## Required work
Could you repeat the data word for word while skipping the pictures?

Skeletal landmark data:
━━━━
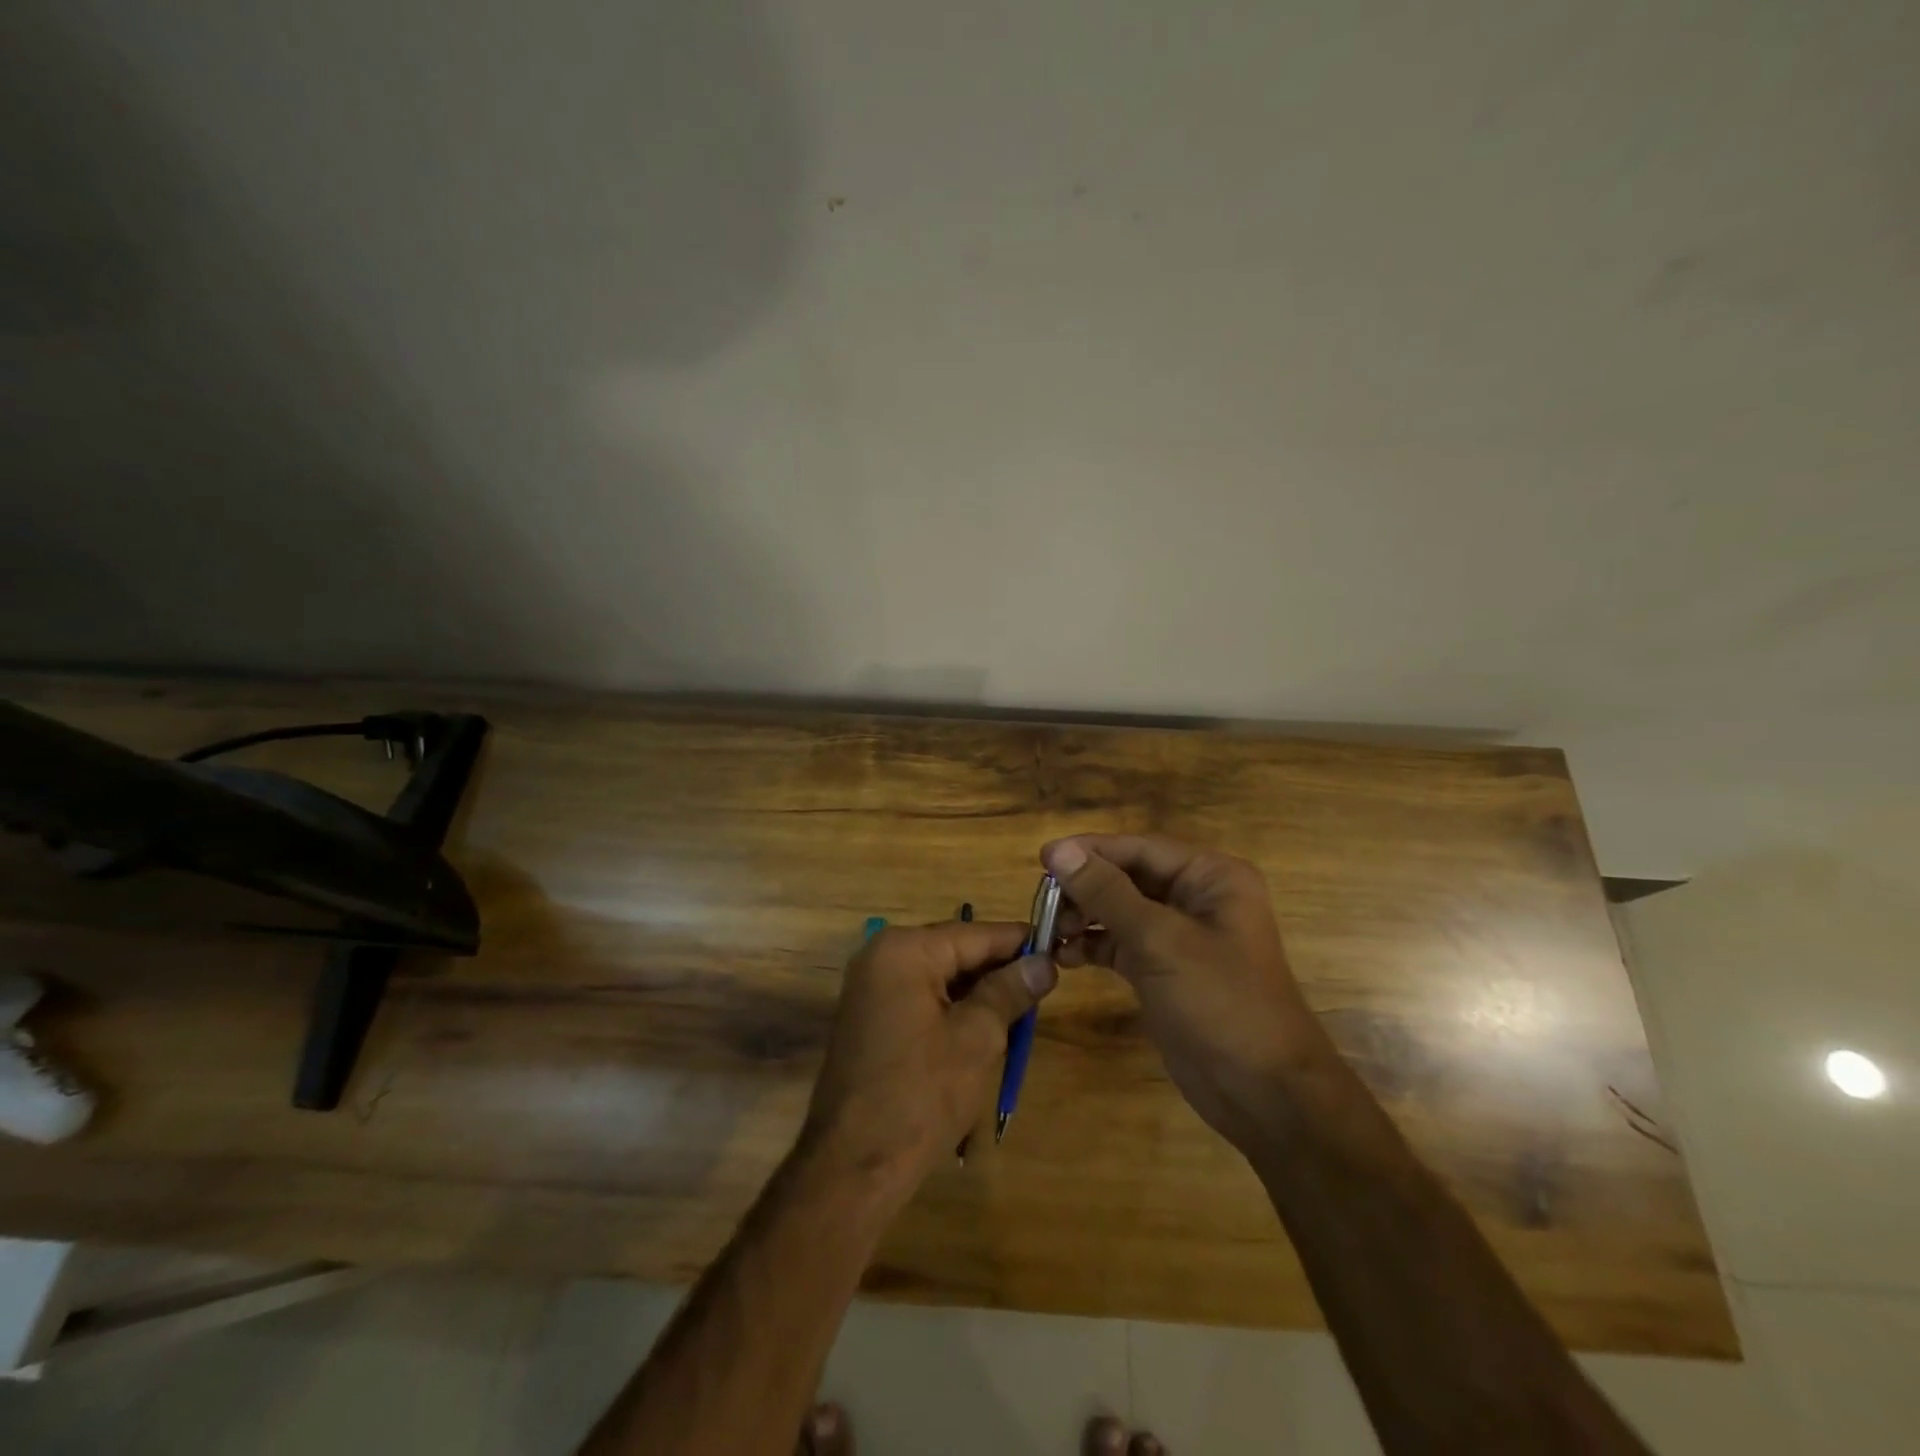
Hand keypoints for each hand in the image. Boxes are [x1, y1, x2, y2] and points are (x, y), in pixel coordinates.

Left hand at [803, 920, 1056, 1198]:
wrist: (854, 1165)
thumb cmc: (920, 1094)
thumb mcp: (976, 1038)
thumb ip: (1010, 991)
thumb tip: (1044, 963)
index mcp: (904, 950)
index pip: (975, 933)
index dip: (1019, 942)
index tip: (1059, 947)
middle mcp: (882, 957)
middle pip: (956, 952)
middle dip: (1000, 969)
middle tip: (1047, 985)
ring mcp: (872, 988)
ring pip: (941, 977)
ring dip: (979, 993)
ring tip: (1023, 1010)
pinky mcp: (871, 1018)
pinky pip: (923, 998)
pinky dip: (954, 1009)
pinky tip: (986, 1029)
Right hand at [1042, 834, 1336, 1152]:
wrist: (1263, 1093)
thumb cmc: (1220, 1002)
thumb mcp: (1159, 940)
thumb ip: (1106, 892)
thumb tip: (1057, 851)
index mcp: (1210, 876)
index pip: (1139, 849)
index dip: (1089, 851)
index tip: (1041, 859)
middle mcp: (1196, 898)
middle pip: (1127, 877)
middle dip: (1084, 888)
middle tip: (1041, 904)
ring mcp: (1180, 936)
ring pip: (1119, 911)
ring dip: (1083, 917)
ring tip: (1048, 932)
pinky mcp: (1163, 969)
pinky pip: (1120, 943)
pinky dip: (1093, 945)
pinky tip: (1064, 956)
━━━━
## Solution for this problem
Hand keypoints for each hand in the image. Boxes are [x1, y1, x2, y2] and points are (x, y), in pixel coordinates.

Left hand at [803, 920, 1056, 1198]:
wrist: (854, 1165)
thumb cmc: (920, 1094)
thumb mcp: (976, 1038)
thumb ip: (1010, 991)
thumb tip: (1044, 963)
index mcp: (904, 950)
index pip: (975, 933)
index dip: (1019, 942)
index tip: (1059, 947)
middle mcp: (882, 957)
middle pip: (956, 952)
middle dip: (1000, 969)
middle tip: (1047, 985)
ring mcp: (872, 988)
ring pip: (941, 977)
ring dip: (979, 993)
ring tip: (1023, 1010)
pinky mcp: (871, 1018)
pinky pip: (923, 998)
pinky dip: (954, 1009)
pinky tip: (986, 1029)
Right hand at [1042, 834, 1336, 1152]:
wrist: (1263, 1093)
thumb cmc: (1220, 1002)
thumb mcp: (1159, 940)
thumb ip: (1106, 892)
thumb tip: (1057, 851)
index mcp: (1210, 876)
index pip: (1139, 849)
index dip: (1089, 851)
index tip: (1041, 859)
middle mcp: (1196, 898)
middle pip: (1127, 877)
middle dip: (1084, 888)
middle tip: (1041, 904)
ring mcp: (1180, 936)
ring pip: (1119, 911)
ring dip: (1083, 917)
ring tip: (1048, 932)
pinky mcp: (1163, 969)
pinky pip: (1120, 943)
pinky dip: (1093, 945)
pinky tip: (1064, 956)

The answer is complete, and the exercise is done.